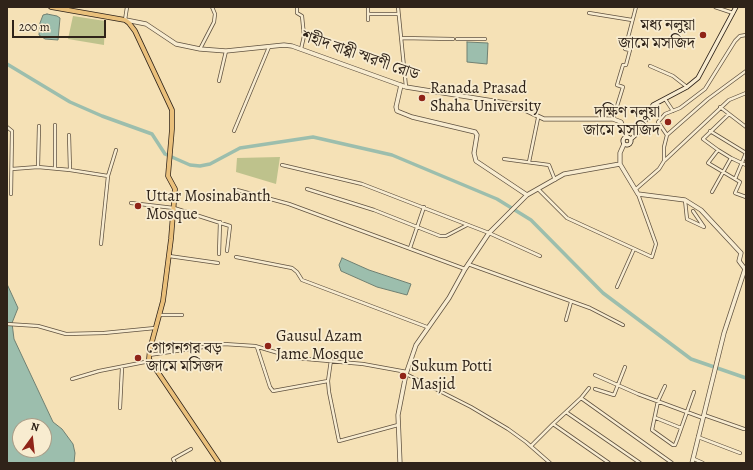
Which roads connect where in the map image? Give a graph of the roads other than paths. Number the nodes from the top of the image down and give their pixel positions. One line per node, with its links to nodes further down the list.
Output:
1 (51, 7): 10 (main road)
2 (127, 7): 15 (street)
3 (212, 7): 24 (street)
4 (297, 7): 25 (street)
5 (368, 7): 12 (street)
6 (398, 7): 13 (street)
7 (636, 7): 17 (street)
8 (715, 7): 11 (street)
9 (736, 7): 11 (street)
10 (71, 9): 15 (main road)
11 (734, 13): 32 (street)
12 (368, 14): 13 (street); 16 (street)
13 (398, 14): 19 (street)
14 (589, 14): 17 (street)
15 (125, 20): 24 (street, শহীদ বাপ্পী স্মরণী রোড); 82 (main road)
16 (368, 20)
17 (632, 20): 39 (street)
18 (746, 35): 36 (street)
19 (401, 38): 20 (street); 31 (street)
20 (453, 38)
21 (457, 39): 22 (street)
22 (485, 39)
23 (269, 46): 25 (street, শহীদ বাপ্পী স্মরণী রোড); 26 (street, শহীদ বাপ্পী স্মরণী রোড); 44 (street)
24 (200, 49): 26 (street, শহীদ বাপ্পী স্মরণী রোড)
25 (301, 49): 30 (street, শহীদ বাপ্পী স্মরণী রোড)
26 (226, 51): 29 (street)
27 (650, 66): 32 (street)
28 (746, 71): 47 (street)
29 (219, 81)
30 (401, 85): 31 (street, শহীদ বাপ্পী স্মরণী রোড); 77 (street)
31 (406, 87): 38 (street, শহীদ বাপ্পী স্মরণী রোড)
32 (687, 87): 34 (street)
33 (746, 93): 35 (street)
34 (665, 98): 36 (street); 49 (street)
35 (720, 107): 37 (street); 56 (street)
36 (673, 111): 47 (street)
37 (729, 114): 43 (street); 45 (street)
38 (538, 118): 39 (street, শহীদ বাপ্পী স্মরণী রোড); 57 (street)
39 (613, 119): 48 (street)
40 (55, 125): 63 (street)
41 (39, 126): 62 (street)
42 (7, 127): 64 (street)
43 (746, 127)
44 (234, 130)
45 (710, 131): 52 (street); 53 (street)
46 (69, 135): 65 (street)
47 (667, 135): 56 (street)
48 (627, 137): 49 (street); 50 (street)
49 (631, 140): 50 (street)
50 (624, 144): 58 (street)
51 (116, 150): 67 (street)
52 (718, 150): 54 (street); 66 (street)
53 (746, 153): 59 (street)
54 (731, 158): 59 (street); 66 (street)
55 (504, 159): 57 (street)
56 (664, 161): 72 (street)
57 (529, 162): 69 (street)
58 (620, 164): 69 (street); 72 (street)
59 (742, 164): 61 (street); 68 (street)
60 (282, 165): 81 (street)
61 (746, 165)
62 (38, 167): 63 (street); 64 (street)
63 (55, 168): 65 (street)
64 (12, 169): 75 (street)
65 (70, 170): 67 (street)
66 (723, 172): 68 (street); 74 (street)
67 (108, 176): 88 (street)
68 (735, 179): 78 (street)
69 (555, 181): 71 (street)
70 (307, 189): 86 (street)
71 (538, 189): 77 (street); 90 (street)
72 (636, 189): 76 (street)
73 (237, 190): 89 (street)
74 (712, 192)
75 (11, 194)
76 (638, 194): 79 (street); 90 (street)
77 (527, 195): 87 (street)
78 (746, 197)
79 (685, 200): 83 (street); 99 (street)
80 (131, 202): 82 (street)
81 (424, 207): 85 (street); 86 (street)
82 (174, 208): 84 (street); 93 (main road)
83 (693, 211)
84 (220, 222): 91 (street); 92 (street)
85 (468, 225): 86 (street); 87 (street)
86 (417, 226): 89 (street)
87 (489, 233): 94 (street); 97 (street)
88 (101, 244)
89 (410, 248): 98 (street)
90 (634, 249): 100 (street)
91 (227, 251)
92 (219, 254)
93 (169, 256): 96 (street); 102 (main road)
94 (540, 256)
95 (236, 257): 107 (street)
96 (218, 263)
97 (468, 264): 98 (street); 101 (street)
98 (465, 270): 107 (street)
99 (744, 280): 129 (street)
100 (617, 287)
101 (570, 302): 104 (street); 106 (street)
102 (159, 314): 103 (street); 108 (main road)
103 (182, 315)
104 (566, 320)
105 (7, 324): 108 (street)
106 (623, 325)
107 (427, 327): 115 (street)
108 (155, 328): 110 (main road)
109 (257, 346): 110 (street); 111 (street); 118 (street)
110 (148, 355): 112 (main road)
111 (331, 360): 115 (street); 118 (street)
112 (150, 361): 114 (street); 141 (main road)
113 (625, 367): 119 (street)
114 (122, 368): 117 (street); 126 (street)
115 (407, 373): 132 (street); 136 (street)
116 (595, 375): 119 (street)
117 (72, 379)
118 (328, 381): 132 (street)
119 (619, 385): 122 (street); 125 (street)
120 (665, 386): 125 (street)
121 (589, 388): 124 (street)
122 (595, 389)
123 (694, 392): 128 (street)
124 (581, 398): 127 (street); 146 (street)
125 (658, 401): 128 (street); 130 (street)
126 (120, 408)
127 (566, 412): 131 (street); 145 (street)
128 (688, 412): 129 (street); 133 (street)
129 (703, 416): 134 (street); 135 (street)
130 (656, 418): 133 (street); 133 (street)
131 (553, 424): 136 (street); 144 (street)
132 (398, 425): 142 (street)
133 (681, 428)
134 (744, 429)
135 (698, 437): 138 (street); 139 (street)
136 (531, 446): 143 (street)
137 (191, 449): 140 (street)
138 (740, 453)
139 (693, 461): 147 (street)
140 (175, 463)
141 (219, 463)
142 (400, 463)
143 (550, 463)
144 (609, 463)
145 (640, 463)
146 (672, 463)
147 (703, 463)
--
### What you should do
Word for word, copy every line of the data, excluding any pictures.

### Finished task
Which roads connect where in the map image? Give a graph of the roads other than paths. Number the nodes from the top of the image down and give their pixel positions. One line per node, with its links to nodes further down the list.
Output:
1 (51, 7): 10 (main road)
2 (127, 7): 15 (street)
3 (212, 7): 24 (street)
4 (297, 7): 25 (street)
5 (368, 7): 12 (street)
6 (398, 7): 13 (street)
7 (636, 7): 17 (street)
8 (715, 7): 11 (street)
9 (736, 7): 11 (street)
10 (71, 9): 15 (main road)
11 (734, 13): 32 (street)
12 (368, 14): 13 (street); 16 (street)
13 (398, 14): 19 (street)
14 (589, 14): 17 (street)
15 (125, 20): 24 (street, শহীদ বাপ্পী স্মরণী রোড); 82 (main road)
16 (368, 20)
17 (632, 20): 39 (street)
18 (746, 35): 36 (street)
19 (401, 38): 20 (street); 31 (street)
20 (453, 38)
21 (457, 39): 22 (street)
22 (485, 39)
23 (269, 46): 25 (street, শহীদ বাপ্পী স্মরণী রোড); 26 (street, শহীদ বাপ্পী স্মরণী রোড); 44 (street)
24 (200, 49): 26 (street, শহীদ বাপ্পী স্মরণী রোড)
25 (301, 49): 30 (street, শহীদ বাপ্পী স্মরণী রোড)
26 (226, 51): 29 (street)
27 (650, 66): 32 (street)
28 (746, 71): 47 (street)
29 (219, 81)
30 (401, 85): 31 (street, শহীদ বাপ্পী স্মরণী রোড); 77 (street)
31 (406, 87): 38 (street, শহীদ বাপ্পী স্মরণী রোড)
32 (687, 87): 34 (street)
33 (746, 93): 35 (street)
34 (665, 98): 36 (street); 49 (street)
35 (720, 107): 37 (street); 56 (street)
36 (673, 111): 47 (street)
37 (729, 114): 43 (street); 45 (street)
38 (538, 118): 39 (street, শহীদ বাপ্পী স্মরণী রোড); 57 (street)
39 (613, 119): 48 (street)
40 (55, 125): 63 (street)
41 (39, 126): 62 (street)
42 (7, 127): 64 (street)
43 (746, 127)
44 (234, 130)
45 (710, 131): 52 (street); 53 (street)
46 (69, 135): 65 (street)
47 (667, 135): 56 (street)
48 (627, 137): 49 (street); 50 (street)
49 (631, 140): 50 (street)
50 (624, 144): 58 (street)
51 (116, 150): 67 (street)
52 (718, 150): 54 (street); 66 (street)
53 (746, 153): 59 (street)
54 (731, 158): 59 (street); 66 (street)
55 (504, 159): 57 (street)
56 (664, 161): 72 (street)
57 (529, 162): 69 (street)
58 (620, 164): 69 (street); 72 (street)
59 (742, 164): 61 (street); 68 (street)
60 (282, 165): 81 (street)
61 (746, 165)
62 (38, 167): 63 (street); 64 (street)
63 (55, 168): 65 (street)
64 (12, 169): 75 (street)
65 (70, 170): 67 (street)
66 (723, 172): 68 (street); 74 (street)
67 (108, 176): 88 (street)
68 (735, 179): 78 (street)
69 (555, 181): 71 (street)
70 (307, 189): 86 (street)
71 (538, 189): 77 (street); 90 (street)
72 (636, 189): 76 (street)
73 (237, 190): 89 (street)
74 (712, 192)
75 (11, 194)
76 (638, 194): 79 (street); 90 (street)
77 (527, 195): 87 (street)
78 (746, 197)
79 (685, 200): 83 (street); 99 (street)
80 (131, 202): 82 (street)
81 (424, 207): 85 (street); 86 (street)
82 (174, 208): 84 (street); 93 (main road)
83 (693, 211)
84 (220, 222): 91 (street); 92 (street)
85 (468, 225): 86 (street); 87 (street)
86 (417, 226): 89 (street)
87 (489, 233): 94 (street); 97 (street)
88 (101, 244)
89 (410, 248): 98 (street)
90 (634, 249): 100 (street)
91 (227, 251)
92 (219, 254)
93 (169, 256): 96 (street); 102 (main road)
94 (540, 256)
95 (236, 257): 107 (street)
96 (218, 263)
97 (468, 264): 98 (street); 101 (street)
98 (465, 270): 107 (street)
99 (744, 280): 129 (street)
100 (617, 287)
101 (570, 302): 104 (street); 106 (street)
102 (159, 314): 103 (street); 108 (main road)
103 (182, 315)
104 (566, 320)
105 (7, 324): 108 (street)
106 (623, 325)
107 (427, 327): 115 (street)
108 (155, 328): 110 (main road)
109 (257, 346): 110 (street); 111 (street); 118 (street)
110 (148, 355): 112 (main road)
111 (331, 360): 115 (street); 118 (street)
112 (150, 361): 114 (street); 141 (main road)
113 (625, 367): 119 (street)
114 (122, 368): 117 (street); 126 (street)
115 (407, 373): 132 (street); 136 (street)
116 (595, 375): 119 (street)
117 (72, 379)
118 (328, 381): 132 (street)
119 (619, 385): 122 (street); 125 (street)
120 (665, 386): 125 (street)
121 (589, 388): 124 (street)
122 (595, 389)
123 (694, 392): 128 (street)
124 (581, 398): 127 (street); 146 (street)
125 (658, 401): 128 (street); 130 (street)
126 (120, 408)
127 (566, 412): 131 (street); 145 (street)
128 (688, 412): 129 (street); 133 (street)
129 (703, 416): 134 (street); 135 (street)
130 (656, 418): 133 (street); 133 (street)
131 (553, 424): 136 (street); 144 (street)
132 (398, 425): 142 (street)
133 (681, 428)
134 (744, 429)
135 (698, 437): 138 (street); 139 (street)
136 (531, 446): 143 (street)
137 (191, 449): 140 (street)
138 (740, 453)
139 (693, 461): 147 (street)
140 (175, 463)
141 (219, 463)
142 (400, 463)
143 (550, 463)
144 (609, 463)
145 (640, 463)
146 (672, 463)
147 (703, 463)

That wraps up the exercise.